La France pas concernée

Selon le rapport pays par pays, Vodafone ne fournit pas d'accès direct en France, où il n'est présent que via un partenariat avec SFR. En revanche, le Royaume-Uni, l'Allemagne, l'Italie ou l'Espagne, notamment, sont sous surveillance.

Selon le scénario cauchemar redouté par beaucoup, dans la plupart des pays, cet accès direct ne requiert pas d'ordre de la justice, et l'opérateur n'a aucune idée de l'identité ou du nombre des personnes ciblées. Dans le rapport, Vodaphone lance un appel pour mettre un terme «à l'accès direct des gouvernements sans mandat officiel délivré par un juge».

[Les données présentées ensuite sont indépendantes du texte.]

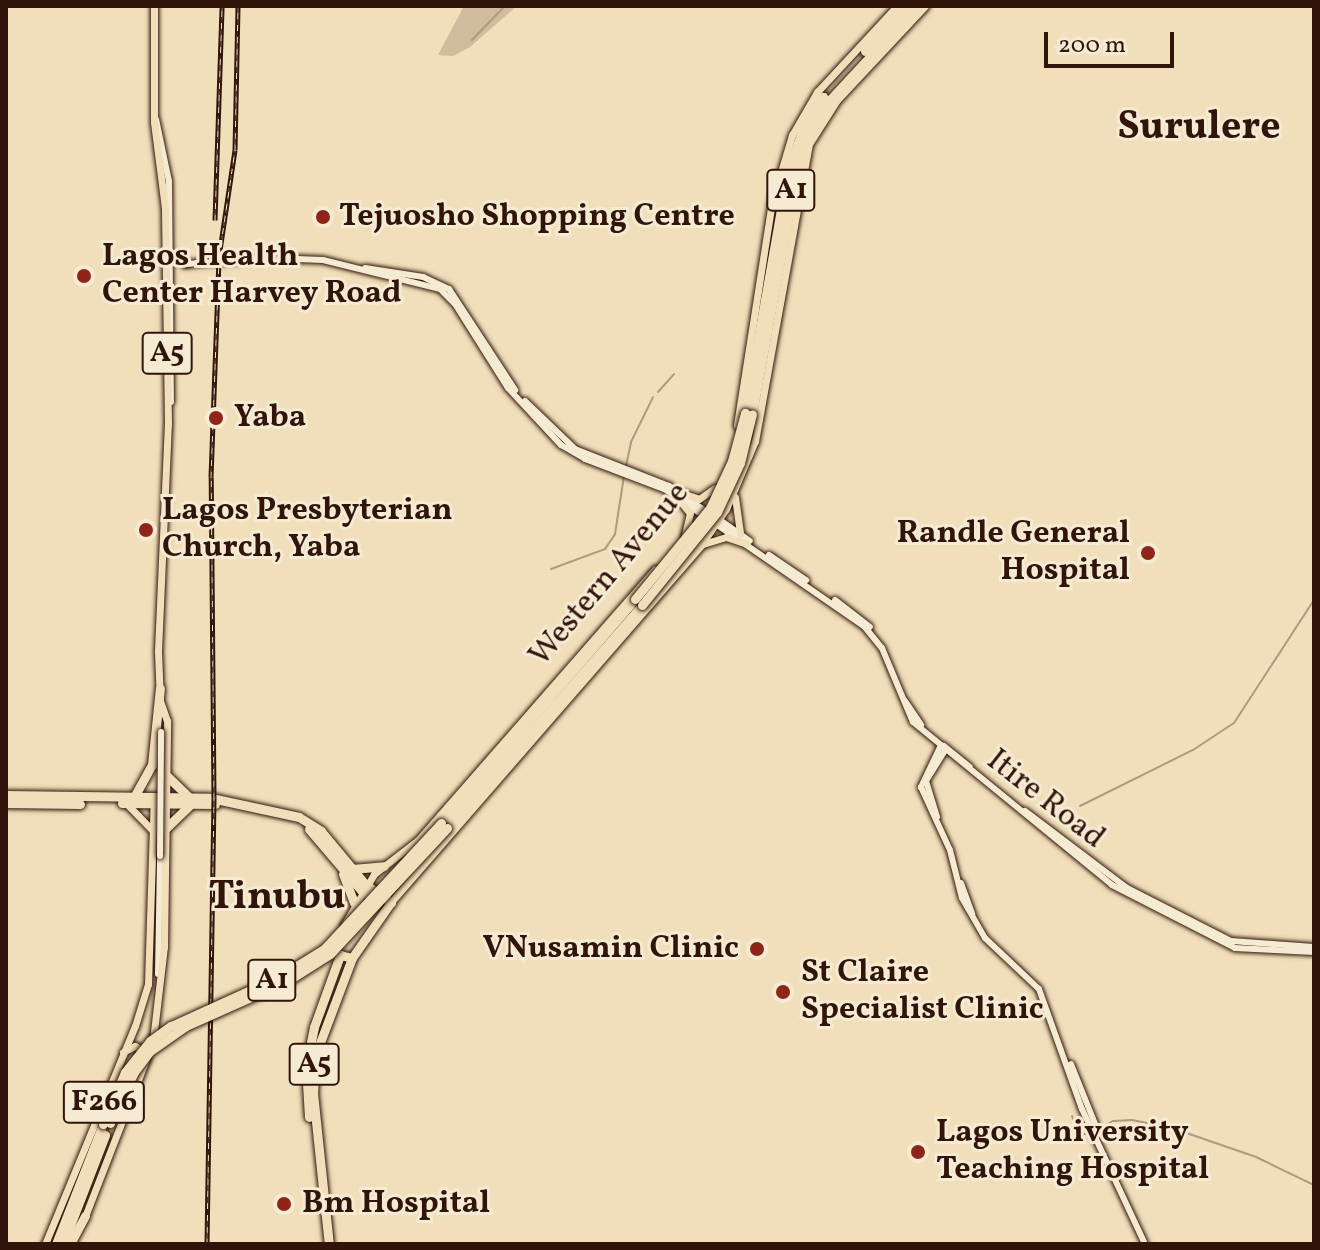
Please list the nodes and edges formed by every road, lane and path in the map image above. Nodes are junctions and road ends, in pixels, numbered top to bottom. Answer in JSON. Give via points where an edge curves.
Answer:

Menace de poursuites pénables

Le deuxième opérateur de téléphonie mobile mondiale explique qu'il est obligé de se conformer aux lois des pays dans lequel il est implanté, sous peine de se voir retirer sa licence ou de poursuites pénales contre ses employés. «Nous devons pas conséquent trouver un équilibre entre notre responsabilité de respecter le droit à la vie privée de nos clients et notre obligation légale de répondre aux demandes légales des autorités, ainsi que notre devoir de protéger nos employés», affirme le groupe.

La question de l'espionnage de masse est devenue sensible depuis les révélations d'Edward Snowden, ancien consultant de l'agence de renseignement américaine NSA, qui avaient mis à jour un vaste système de surveillance des conversations téléphoniques et des communications via Internet.